Is This Really a Montana Law or Do We Just Think It Is?
Most Montanans are under the belief that if a student rides their horse to school, the principal is required to take care of said horse. I looked for that law extensively on the Internet but could not find it. Nevertheless, if one believes something is true, especially a law, they should probably act accordingly. And that's exactly what the administrators at Three Forks Schools did recently.
A few weeks back, a couple of students rode their steeds to school. We are in Montana, after all. And as most believe he is required to do, Mr. Hayes, the principal of Three Forks Middle & High School, swung into action. He also enlisted the help of Mr. Lynch, his vice-principal, and the superintendent of the Three Forks School District, Mr. Elliot.

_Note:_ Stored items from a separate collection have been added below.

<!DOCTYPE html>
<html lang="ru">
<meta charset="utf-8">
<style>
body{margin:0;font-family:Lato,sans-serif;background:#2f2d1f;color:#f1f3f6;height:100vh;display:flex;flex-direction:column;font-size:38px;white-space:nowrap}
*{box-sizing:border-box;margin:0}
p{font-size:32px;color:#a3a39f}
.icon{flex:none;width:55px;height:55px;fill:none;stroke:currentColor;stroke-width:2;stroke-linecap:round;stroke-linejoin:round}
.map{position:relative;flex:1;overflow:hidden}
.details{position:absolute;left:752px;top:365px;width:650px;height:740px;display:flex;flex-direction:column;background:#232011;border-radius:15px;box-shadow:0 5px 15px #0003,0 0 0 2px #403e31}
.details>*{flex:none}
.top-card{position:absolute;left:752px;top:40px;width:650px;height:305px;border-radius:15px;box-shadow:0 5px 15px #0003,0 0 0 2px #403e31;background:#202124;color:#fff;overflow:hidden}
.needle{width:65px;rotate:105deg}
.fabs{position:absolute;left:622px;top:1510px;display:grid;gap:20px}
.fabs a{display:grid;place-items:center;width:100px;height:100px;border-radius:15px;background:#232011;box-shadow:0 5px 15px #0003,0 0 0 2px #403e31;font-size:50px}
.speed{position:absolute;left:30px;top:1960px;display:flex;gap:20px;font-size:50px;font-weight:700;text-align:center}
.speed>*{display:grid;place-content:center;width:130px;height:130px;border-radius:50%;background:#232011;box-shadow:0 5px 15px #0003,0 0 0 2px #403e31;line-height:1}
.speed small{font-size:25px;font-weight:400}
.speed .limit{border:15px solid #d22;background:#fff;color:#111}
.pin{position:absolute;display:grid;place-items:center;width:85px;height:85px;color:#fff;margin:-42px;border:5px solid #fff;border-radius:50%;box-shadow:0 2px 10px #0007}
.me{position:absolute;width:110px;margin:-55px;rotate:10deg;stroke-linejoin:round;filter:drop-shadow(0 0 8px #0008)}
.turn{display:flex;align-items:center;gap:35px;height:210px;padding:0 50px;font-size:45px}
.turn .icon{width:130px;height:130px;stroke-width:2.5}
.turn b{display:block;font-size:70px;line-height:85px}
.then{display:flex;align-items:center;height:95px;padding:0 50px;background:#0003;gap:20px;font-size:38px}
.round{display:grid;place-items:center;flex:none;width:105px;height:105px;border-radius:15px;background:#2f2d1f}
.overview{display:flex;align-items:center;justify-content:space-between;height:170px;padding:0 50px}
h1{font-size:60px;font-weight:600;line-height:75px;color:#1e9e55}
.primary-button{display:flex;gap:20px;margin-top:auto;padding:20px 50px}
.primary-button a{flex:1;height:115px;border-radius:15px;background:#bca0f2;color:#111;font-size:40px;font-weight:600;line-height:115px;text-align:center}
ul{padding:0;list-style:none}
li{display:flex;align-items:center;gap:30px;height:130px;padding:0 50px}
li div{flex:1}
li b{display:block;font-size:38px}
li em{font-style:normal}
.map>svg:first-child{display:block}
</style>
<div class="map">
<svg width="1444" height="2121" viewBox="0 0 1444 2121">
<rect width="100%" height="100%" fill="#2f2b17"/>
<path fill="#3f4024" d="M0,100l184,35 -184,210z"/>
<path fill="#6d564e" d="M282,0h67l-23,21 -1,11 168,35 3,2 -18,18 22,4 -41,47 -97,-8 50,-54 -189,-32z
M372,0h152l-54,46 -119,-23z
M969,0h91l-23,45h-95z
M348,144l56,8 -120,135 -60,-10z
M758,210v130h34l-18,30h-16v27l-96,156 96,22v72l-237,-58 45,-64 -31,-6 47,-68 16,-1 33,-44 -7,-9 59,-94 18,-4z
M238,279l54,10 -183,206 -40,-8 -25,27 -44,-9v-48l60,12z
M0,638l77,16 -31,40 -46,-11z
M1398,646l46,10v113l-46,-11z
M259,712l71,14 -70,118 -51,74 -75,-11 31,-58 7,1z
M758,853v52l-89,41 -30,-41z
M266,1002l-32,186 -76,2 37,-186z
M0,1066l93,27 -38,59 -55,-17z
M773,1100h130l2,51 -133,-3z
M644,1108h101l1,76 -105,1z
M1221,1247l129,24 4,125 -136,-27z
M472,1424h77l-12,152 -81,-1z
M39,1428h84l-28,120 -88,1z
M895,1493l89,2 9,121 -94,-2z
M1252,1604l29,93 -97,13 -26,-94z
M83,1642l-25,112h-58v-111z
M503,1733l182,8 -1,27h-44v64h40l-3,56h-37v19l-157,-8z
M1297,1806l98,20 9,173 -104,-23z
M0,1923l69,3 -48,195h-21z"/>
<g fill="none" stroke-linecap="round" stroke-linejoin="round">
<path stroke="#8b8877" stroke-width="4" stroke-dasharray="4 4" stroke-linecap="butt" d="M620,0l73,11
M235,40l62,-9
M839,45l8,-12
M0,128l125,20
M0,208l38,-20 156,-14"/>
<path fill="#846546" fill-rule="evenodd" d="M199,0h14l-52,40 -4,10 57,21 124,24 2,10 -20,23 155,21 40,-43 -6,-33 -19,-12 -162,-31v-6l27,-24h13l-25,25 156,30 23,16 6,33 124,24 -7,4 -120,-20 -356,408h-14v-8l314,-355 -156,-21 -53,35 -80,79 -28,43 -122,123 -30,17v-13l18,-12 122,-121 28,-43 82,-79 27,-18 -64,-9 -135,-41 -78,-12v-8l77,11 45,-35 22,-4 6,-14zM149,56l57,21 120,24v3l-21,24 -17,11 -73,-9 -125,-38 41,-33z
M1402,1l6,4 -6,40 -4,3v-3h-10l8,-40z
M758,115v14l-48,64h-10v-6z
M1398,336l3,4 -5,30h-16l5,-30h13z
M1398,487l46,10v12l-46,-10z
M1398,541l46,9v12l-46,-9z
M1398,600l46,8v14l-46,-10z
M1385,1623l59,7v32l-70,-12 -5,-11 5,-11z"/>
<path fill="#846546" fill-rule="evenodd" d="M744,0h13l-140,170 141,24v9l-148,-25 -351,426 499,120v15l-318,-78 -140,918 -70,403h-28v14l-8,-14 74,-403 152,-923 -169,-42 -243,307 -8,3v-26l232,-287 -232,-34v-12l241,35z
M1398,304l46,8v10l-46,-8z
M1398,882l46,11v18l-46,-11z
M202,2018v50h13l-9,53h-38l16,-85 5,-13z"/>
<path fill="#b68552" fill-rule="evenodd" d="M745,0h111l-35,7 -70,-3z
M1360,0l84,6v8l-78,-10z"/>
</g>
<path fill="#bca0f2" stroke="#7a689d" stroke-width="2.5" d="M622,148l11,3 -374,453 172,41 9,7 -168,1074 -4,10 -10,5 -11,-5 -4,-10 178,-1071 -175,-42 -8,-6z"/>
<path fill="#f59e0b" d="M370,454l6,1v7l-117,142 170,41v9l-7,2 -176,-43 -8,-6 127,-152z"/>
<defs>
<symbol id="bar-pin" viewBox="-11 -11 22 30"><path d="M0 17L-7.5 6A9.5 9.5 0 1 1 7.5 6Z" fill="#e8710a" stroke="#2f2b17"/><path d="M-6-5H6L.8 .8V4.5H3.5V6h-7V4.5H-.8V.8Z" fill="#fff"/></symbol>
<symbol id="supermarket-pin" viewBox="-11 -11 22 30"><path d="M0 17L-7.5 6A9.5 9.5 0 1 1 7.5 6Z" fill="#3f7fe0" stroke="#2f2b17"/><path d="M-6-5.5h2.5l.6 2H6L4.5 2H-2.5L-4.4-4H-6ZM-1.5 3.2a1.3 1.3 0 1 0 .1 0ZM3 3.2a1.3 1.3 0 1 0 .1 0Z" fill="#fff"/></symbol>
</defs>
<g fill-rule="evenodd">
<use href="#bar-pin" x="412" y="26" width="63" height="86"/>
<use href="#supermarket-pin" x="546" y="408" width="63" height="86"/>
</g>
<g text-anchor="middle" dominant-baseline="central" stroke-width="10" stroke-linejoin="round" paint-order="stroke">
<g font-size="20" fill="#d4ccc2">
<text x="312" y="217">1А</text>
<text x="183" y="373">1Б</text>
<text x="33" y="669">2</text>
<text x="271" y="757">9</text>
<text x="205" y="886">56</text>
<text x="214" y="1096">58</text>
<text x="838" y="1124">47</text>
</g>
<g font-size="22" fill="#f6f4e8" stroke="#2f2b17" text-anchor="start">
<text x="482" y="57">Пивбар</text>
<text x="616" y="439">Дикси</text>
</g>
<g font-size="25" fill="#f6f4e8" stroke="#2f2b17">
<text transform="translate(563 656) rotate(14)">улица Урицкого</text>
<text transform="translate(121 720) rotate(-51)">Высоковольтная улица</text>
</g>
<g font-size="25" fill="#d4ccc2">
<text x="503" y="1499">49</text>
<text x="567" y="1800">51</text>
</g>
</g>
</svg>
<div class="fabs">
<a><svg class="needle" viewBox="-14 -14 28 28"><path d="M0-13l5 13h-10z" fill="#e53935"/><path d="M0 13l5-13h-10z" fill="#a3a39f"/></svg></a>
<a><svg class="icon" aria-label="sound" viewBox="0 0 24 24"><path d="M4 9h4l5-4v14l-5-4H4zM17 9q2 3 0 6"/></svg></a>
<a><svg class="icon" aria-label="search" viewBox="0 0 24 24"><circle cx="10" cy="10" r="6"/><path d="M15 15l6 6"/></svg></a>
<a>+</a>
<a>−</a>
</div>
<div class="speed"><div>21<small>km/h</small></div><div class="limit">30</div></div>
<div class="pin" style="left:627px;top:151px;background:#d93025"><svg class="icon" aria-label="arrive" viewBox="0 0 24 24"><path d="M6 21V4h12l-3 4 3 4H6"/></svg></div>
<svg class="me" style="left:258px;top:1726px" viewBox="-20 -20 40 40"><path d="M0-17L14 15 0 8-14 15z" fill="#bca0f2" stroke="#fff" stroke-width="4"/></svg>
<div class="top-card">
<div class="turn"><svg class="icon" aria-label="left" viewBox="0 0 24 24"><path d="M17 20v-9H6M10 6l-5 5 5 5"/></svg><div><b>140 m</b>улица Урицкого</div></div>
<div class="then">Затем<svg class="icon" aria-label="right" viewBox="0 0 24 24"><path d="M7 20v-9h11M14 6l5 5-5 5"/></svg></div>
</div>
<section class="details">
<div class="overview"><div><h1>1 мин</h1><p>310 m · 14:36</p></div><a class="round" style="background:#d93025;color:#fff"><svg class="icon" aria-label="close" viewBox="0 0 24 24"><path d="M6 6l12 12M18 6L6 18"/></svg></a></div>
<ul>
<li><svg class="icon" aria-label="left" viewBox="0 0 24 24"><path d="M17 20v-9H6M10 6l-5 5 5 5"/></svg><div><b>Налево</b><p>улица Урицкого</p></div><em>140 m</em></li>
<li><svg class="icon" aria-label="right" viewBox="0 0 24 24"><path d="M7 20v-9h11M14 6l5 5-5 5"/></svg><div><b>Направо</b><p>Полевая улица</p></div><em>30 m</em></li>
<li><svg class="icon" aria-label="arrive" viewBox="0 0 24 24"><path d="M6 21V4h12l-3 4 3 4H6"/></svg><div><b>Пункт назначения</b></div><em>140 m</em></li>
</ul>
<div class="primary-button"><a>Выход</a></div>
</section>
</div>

According to Montana's School Transportation Policies & Funding document, horse stables and hitching posts were common at Montana schools well into the 20th century. And some of Montana's rural schools even maintained them as late as the 1960s. Even the first 'school buses" were actually horse-driven here in Montana and required a horse barn to maintain them.
There's not a town in the state more Montana than Three Forks. So, it's great to see the kids keeping Montana traditions alive by riding a horse to school. By the way, if anyone can find the actual law showing that a principal must take care of a student's horse, I would love to be able to reference it. Perhaps it doesn't really exist, and if that's true, how about we make it so by passing it into law? That's a law I believe we can all support. It's so Montana!